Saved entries
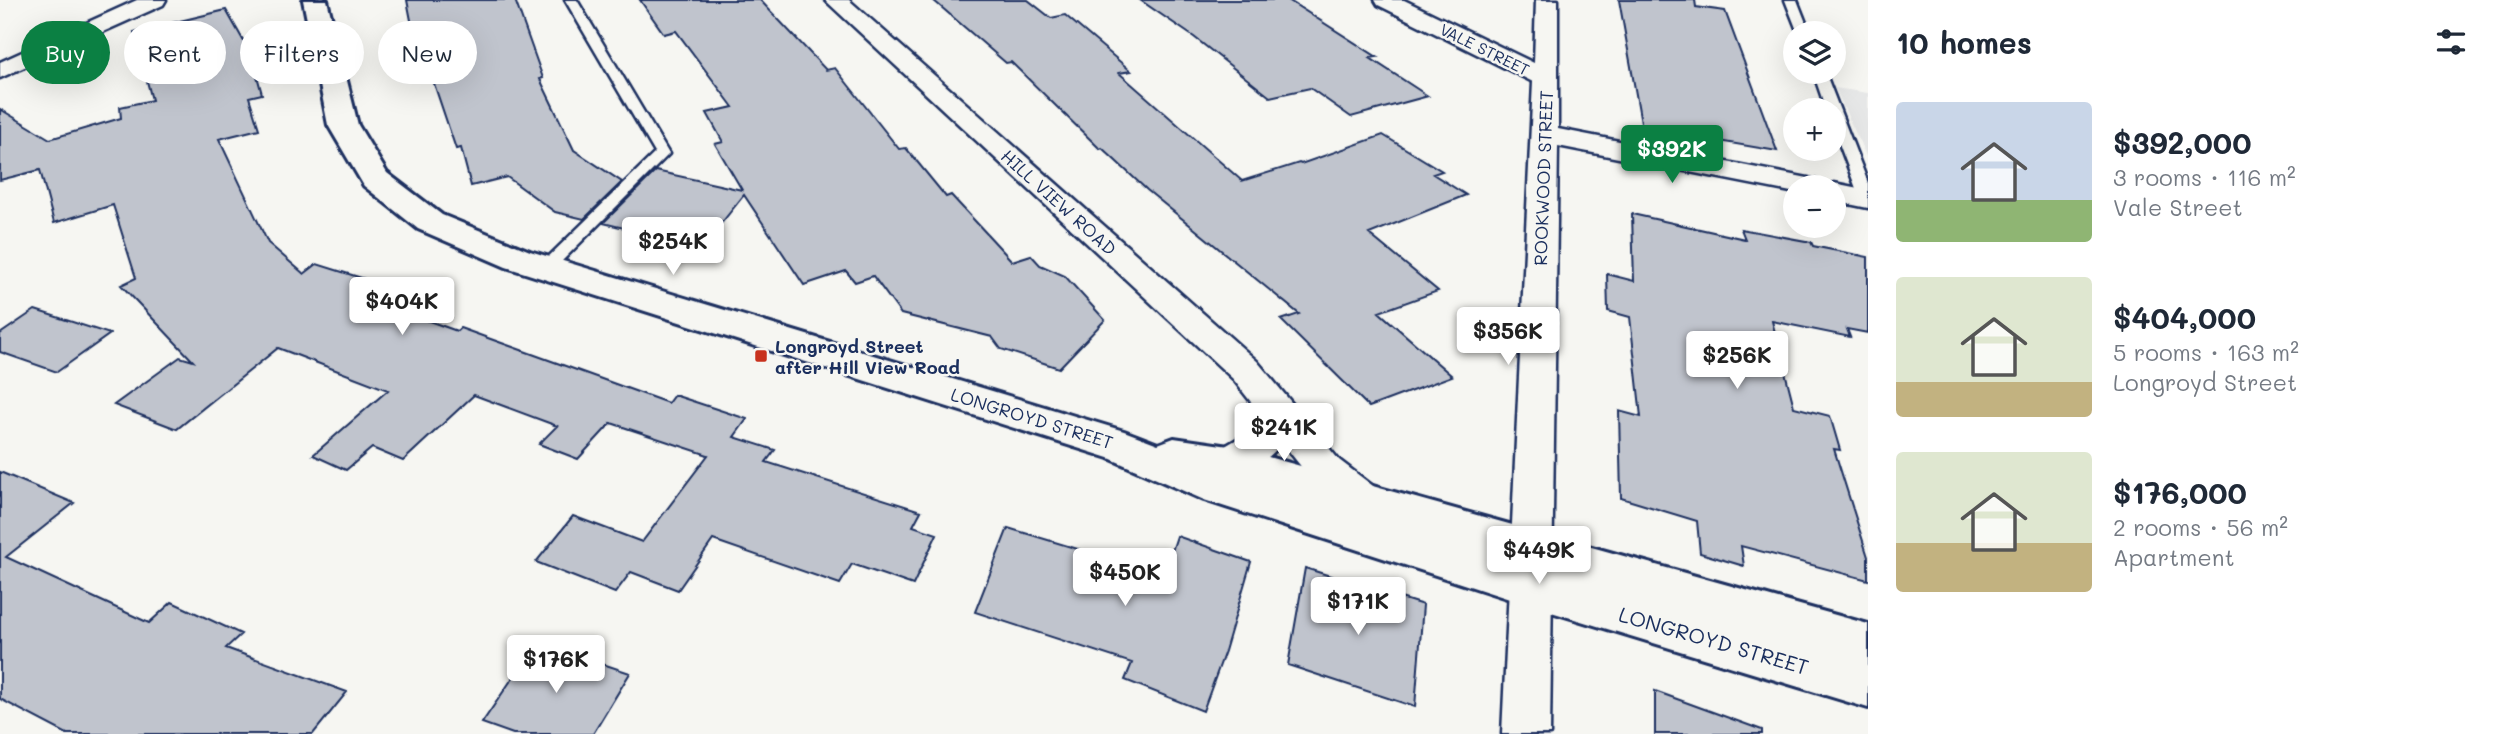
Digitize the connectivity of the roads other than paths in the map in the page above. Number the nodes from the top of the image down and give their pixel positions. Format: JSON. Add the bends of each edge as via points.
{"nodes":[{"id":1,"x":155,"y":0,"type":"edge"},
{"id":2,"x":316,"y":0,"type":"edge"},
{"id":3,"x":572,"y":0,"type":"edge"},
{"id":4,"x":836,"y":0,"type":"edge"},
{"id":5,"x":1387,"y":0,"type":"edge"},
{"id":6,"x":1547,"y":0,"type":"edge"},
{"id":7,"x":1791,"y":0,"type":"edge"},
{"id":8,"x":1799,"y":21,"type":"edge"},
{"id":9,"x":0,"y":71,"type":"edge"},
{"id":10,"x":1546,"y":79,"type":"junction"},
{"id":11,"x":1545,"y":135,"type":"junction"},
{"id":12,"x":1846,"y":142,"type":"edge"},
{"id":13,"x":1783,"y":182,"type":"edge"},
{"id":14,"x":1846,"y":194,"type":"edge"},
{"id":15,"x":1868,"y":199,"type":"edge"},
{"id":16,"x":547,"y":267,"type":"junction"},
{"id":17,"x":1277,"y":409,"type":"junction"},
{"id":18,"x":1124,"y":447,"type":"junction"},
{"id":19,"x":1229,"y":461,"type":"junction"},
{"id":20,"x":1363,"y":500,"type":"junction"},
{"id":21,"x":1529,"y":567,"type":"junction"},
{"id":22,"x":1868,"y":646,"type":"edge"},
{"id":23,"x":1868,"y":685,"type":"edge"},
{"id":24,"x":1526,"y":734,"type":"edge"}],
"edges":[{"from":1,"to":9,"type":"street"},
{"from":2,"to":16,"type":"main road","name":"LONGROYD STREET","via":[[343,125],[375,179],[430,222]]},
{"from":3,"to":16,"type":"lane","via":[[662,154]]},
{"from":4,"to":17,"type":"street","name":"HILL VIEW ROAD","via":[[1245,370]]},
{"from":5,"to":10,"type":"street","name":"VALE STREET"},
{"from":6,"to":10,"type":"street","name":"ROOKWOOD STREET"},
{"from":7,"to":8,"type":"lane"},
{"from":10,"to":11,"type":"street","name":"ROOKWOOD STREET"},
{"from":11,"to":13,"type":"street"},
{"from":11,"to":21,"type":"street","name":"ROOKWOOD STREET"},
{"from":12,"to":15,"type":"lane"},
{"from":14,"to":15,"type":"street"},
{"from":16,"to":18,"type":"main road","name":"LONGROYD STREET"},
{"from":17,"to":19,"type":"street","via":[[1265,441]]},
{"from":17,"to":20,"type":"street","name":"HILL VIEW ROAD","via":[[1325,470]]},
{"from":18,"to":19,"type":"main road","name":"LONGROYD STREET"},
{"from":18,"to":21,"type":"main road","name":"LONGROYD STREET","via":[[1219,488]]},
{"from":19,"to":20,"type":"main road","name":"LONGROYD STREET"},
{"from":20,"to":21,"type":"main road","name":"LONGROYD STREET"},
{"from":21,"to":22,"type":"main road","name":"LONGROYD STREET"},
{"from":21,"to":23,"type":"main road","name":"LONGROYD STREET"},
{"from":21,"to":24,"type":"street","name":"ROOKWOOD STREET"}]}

WHAT THIS TASK INVOLVES:
Whenever the string "ROOKWOOD" turns up in a line of the data, copy that line.

SOLVED EXERCISE:
{"from":6,"to":10,"type":"street","name":"ROOKWOOD STREET"},
{"from":10,"to":11,"type":"street","name":"ROOKWOOD STREET"},
{"from":11,"to":21,"type":"street","name":"ROOKWOOD STREET"},
{"from":21,"to":24,"type":"street","name":"ROOKWOOD STREET"}]}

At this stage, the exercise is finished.